Fidèle à son désir de mettre en miroir des œuvres a priori très différentes, Renaud Capuçon confronte l’incandescence romantique du Concerto en ré majeur de Brahms avec le modernisme poignant du Concerto écrit « À la mémoire d’un ange » de Berg.
Il exauce ici un rêve de longue date : jouer avec l’orchestre Philharmonique de Vienne.
A ce rêve exaucé s’ajoute un une émotion particulière : c’est en effet la première fois qu’est publié un enregistrement du Concerto de Berg avec l’Orchestre Philharmonique de Vienne, pourtant dédicataire et créateur de l’oeuvre en octobre 1936. Une belle première pour le violoniste français !
Renaud Capuçon aime à mettre en miroir des œuvres appartenant à des périodes et des esthétiques radicalement différentes, afin d’en éclairer les correspondances musicales et émotionnelles. Ainsi, l’un de ses derniers enregistrements, en 2009, était-il consacré aux Concertos pour violon de Beethoven et de Korngold. Cette association du lyrisme romantique et de l’opulence hollywoodienne avait de quoi surprendre, et cependant le violoniste français a su imposer la cohérence de ce programme. La BBC Review saluait « un couplage magnifique et pertinent » qui apparaissait comme « des choix parfaits pour l’interprétation élégante et raffinée de Renaud Capuçon ».
Dans ce nouvel enregistrement, Renaud Capuçon a choisi de confronter deux concertos qui figurent au panthéon du répertoire austro-allemand : le Concerto en ré majeur op. 77 de Brahms et le Concerto écrit « À la mémoire d’un ange » de Berg. Véritable sommet du romantisme, considéré aujourd’hui comme un des plus grands chefs-d’œuvre de la musique viennoise du XIXe siècle, le Concerto de Brahms a été qualifié à son époque de « concerto contre le violon », tant la partie soliste en est redoutablement virtuose. Il fut créé en 1879 par le violoniste Joseph Joachim, que n’effrayait pas cette partition réputée injouable.
Composé en 1935, le Concerto de Berg est dédié à la mémoire de la fille d’Alma Mahler, Manon Gropius, qui venait de mourir à seulement 19 ans. Bouleversé par cette disparition, le compositeur a libéré son imagination et écrit une œuvre dans laquelle le dodécaphonisme de la Seconde École Viennoise est tempéré par un lyrisme mélancoliquement tonal, ainsi que par la citation d’un choral de Bach. Cette œuvre est d’autant plus poignante qu’elle peut être considérée comme le chant du cygne de Berg, qui mourut brutalement à la fin de cette même année. Créée en 1936 par le violoniste américain Louis Krasner, le concerto n’a pas été enregistré par l’orchestre depuis sa création.

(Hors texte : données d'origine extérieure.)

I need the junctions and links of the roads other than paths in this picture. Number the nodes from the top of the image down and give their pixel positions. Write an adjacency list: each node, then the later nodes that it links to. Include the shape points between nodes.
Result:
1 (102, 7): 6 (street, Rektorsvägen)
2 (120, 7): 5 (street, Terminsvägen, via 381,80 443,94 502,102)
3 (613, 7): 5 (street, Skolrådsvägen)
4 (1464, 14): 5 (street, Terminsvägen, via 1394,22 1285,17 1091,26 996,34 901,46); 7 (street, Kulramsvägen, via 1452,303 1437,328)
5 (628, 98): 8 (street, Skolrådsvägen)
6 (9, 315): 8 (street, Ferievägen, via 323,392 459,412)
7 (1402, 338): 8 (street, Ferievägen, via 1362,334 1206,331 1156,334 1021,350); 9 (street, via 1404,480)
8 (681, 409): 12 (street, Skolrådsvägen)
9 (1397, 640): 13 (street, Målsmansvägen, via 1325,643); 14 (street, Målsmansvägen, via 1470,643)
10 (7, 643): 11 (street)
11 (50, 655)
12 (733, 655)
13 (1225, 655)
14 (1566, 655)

« La collaboration avec Renaud Capuçon fut particulièrement heureuse pour nous. Nous ne pouvons que nous réjouir et profiter de l’apport de partenaires musicaux qui savent ce qu’ils veulent et savent nous le faire partager » dit Alexander Steinberger, le porte-parole de l’orchestre. « Le Concerto de Berg fait partie de notre culture, il est d’une grande exigence pour nous les Wiener Philharmoniker »
« J'ai longtemps rêvé de jouer avec le Philharmonique de Vienne qui est quand même l'un des plus extraordinaires orchestres au monde. », confiait Renaud Capuçon en 2011. Ce rêve de longue date s’est enfin exaucé avec l’enregistrement de ce disque, sous la baguette de Daniel Harding. Ce dernier a fait ses débuts avec l’orchestre viennois en 2004, alors qu’il n’avait pas encore trente ans, et a été maintes fois invité à le diriger depuis, ce qui lui a permis de développer de véritables affinités électives avec ses instrumentistes. Par ailleurs, il s’est distingué comme un grand interprète brahmsien. Renaud Capuçon a souvent professé son admiration pour le compositeur allemand, au point de s’avouer « complètement brahmsomaniaque » : « Chaque fois que je joue une de ses oeuvres, j’ai l’impression de faire un bout de chemin avec lui. Sa musique est extrêmement authentique et touche immédiatement ». Pour donner libre cours à cette passion, il s’est lancé dans une intégrale de la musique de chambre de Brahms, à la fois sur les scènes internationales, et plus particulièrement au Musikverein de Vienne, mais également au disque chez Virgin Classics.